Mariners CEO Kevin Mather Resigns After Service Time Comments

In the MLB, service time, one of the rules of baseball never discussed but always manipulated, starts when a player gets called up from the minor leagues to the majors. Once the player is promoted, a clock starts where that player is under contract for six years. The first three years are considered a standard contract, which pays the player a set salary. The remaining three years are contracted through arbitration negotiations between the team and the player. It’s a strategy used by every organization but teams repeatedly take advantage of this process. Clubs wait until the player gets older — around 24 or 25 — to maintain control of a player’s rights during their prime. While this is standard practice for most MLB teams, if discussed, it can result in a grievance from the MLB Players Association (MLBPA). However, when Seattle Mariners CEO Kevin Mather met over Zoom with Seattle’s Bellevue Breakfast Rotary Club on Feb. 5, he spilled the beans about service time and other negotiating tactics. When the conversation was posted on YouTube and discovered by the rest of the world, Mather was forced to resign by the Mariners. 

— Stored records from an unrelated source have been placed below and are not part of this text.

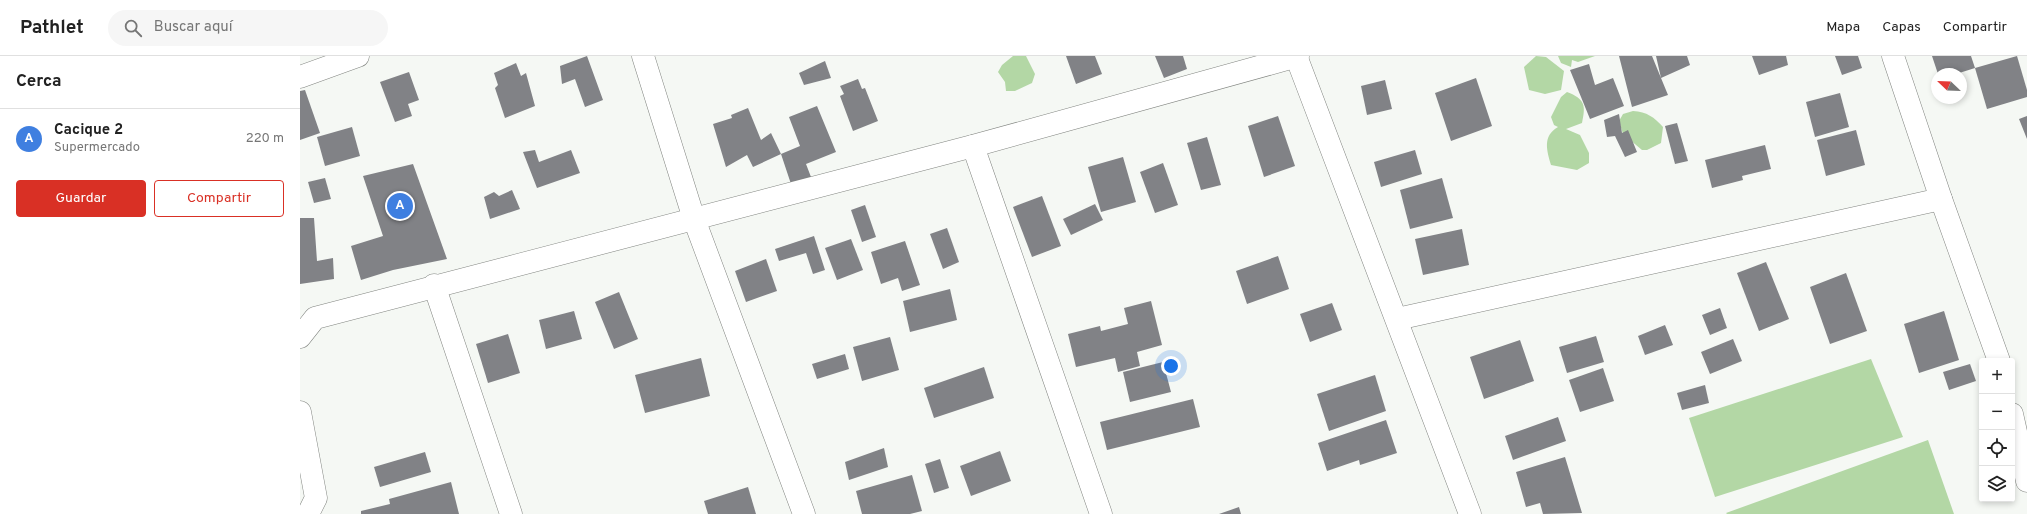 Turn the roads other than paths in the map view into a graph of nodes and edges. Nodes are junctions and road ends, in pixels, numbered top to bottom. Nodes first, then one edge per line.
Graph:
1 (358, 56) edge
2 (642, 56) edge
3 (1297, 56) edge
4 (1893, 56) edge
5 (300, 77) edge
6 (973, 146) junction
7 (1941, 199) junction
8 (694, 219) junction
9 (434, 285) junction
10 (1397, 319) junction
11 (300, 337) edge
12 (1998, 358) edge
13 (300, 412) edge
14 (2015, 427) edge
15 (2027, 481) edge
16 (308, 514) edge
17 (511, 514) edge
18 (804, 514) edge
19 (1101, 514) edge
20 (1470, 514) edge

1 - 5 street
2 - 8 street
3 - 6 street
3 - 10 street
4 - 7 street
6 - 8 street
6 - 19 street
7 - 10 street
7 - 12 street
8 - 9 street
8 - 18 street
9 - 11 street
9 - 17 street
10 - 20 street
13 - 16 street
14 - 15 street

Mather was excessively forthcoming at this breakfast conversation, sharing many of the Mariners’ strategies and secrets. He told the residents that no matter what, the young prospects in the Mariners organization were not going to appear at T-Mobile Park during the shortened 2020 MLB season, even stating that he’d play left field himself before putting his prospects out there. The first prospect he mentioned was Logan Gilbert, a great young pitcher who, according to Mather, won’t be called up for Opening Day on April 1, but will be called up later in the season so it does not affect his service time. Mather is just handing Gilbert the money from the grievance Gilbert will eventually win. 

Last year, the Mariners offered outfielder Jared Kelenic a six-year deal with team options to make it a nine-year deal. Kelenic quickly declined, willing to bet that he could do better after those first six years. Now the Mariners won’t call him up which, to fans, seems like retribution for his refusal to sign the extension. Mather confirmed this for all to hear on YouTube, and Kelenic, the fourth-best prospect in baseball, took note of it, immediately filing a grievance with the team.

Mather also discussed Julio Rodriguez, the fifth-best prospect in baseball, who is anxious to get his well-deserved playing time in the MLB. For a team that needs to fill in the corners of their outfield around 2020 AL Rookie of the Year Kyle Lewis, Kelenic and Rodriguez fit the bill perfectly. Yet, Mather admitted to the Rotary Club that he will not play Rodriguez until 2022; this keeps him under the Mariners control until he is 29 years old. These comments were supplemented by some rather uncomfortable admissions that Mather made about his team, including the mistreatment of employees, extremely one-sided TV deals, players he wants off the team (sorry, Kyle Seager) and refusing to pay for translators for non-English speaking players.

The city of Seattle has a long, distorted history with the sport of baseball that keeps getting more complicated. The Mariners are also the only MLB team that has never played in a World Series and are currently riding the longest playoff drought of any team in any of the four major professional sports: 19 years. In 2001, the Mariners seemed to be heading in the right direction, setting an MLB record with 116 regular-season wins. But in one of the postseason’s biggest disappointments, they lost to the Yankees in the ALCS in just five games. Historically, Seattle has been home to some of baseball’s biggest superstars — Ken Griffey Jr., Alex Rodriguez, Edgar Martinez, Randy Johnson, Ichiro Suzuki and others. Between Martinez (designated hitter), Griffey Jr. (outfielder), Rodriguez (shortstop) and Johnson (pitcher), it could be argued that the Mariners had four of the best position players to ever play the game: all at the same time on the same team. 

Mather’s comments and resignation adds another layer to this long, convoluted history of the Seattle Mariners. A team with this much potential and talent should be able to get its act together and win a World Series. Yet organizational incompetence, as clearly evidenced by Mather’s blunders, has defined this winless team. Will any of this change? Will the Mather-less Mariners take risks with their young talent and put together a competent, competitive MLB roster? The Mariners are writing a new page in their story and anything is possible.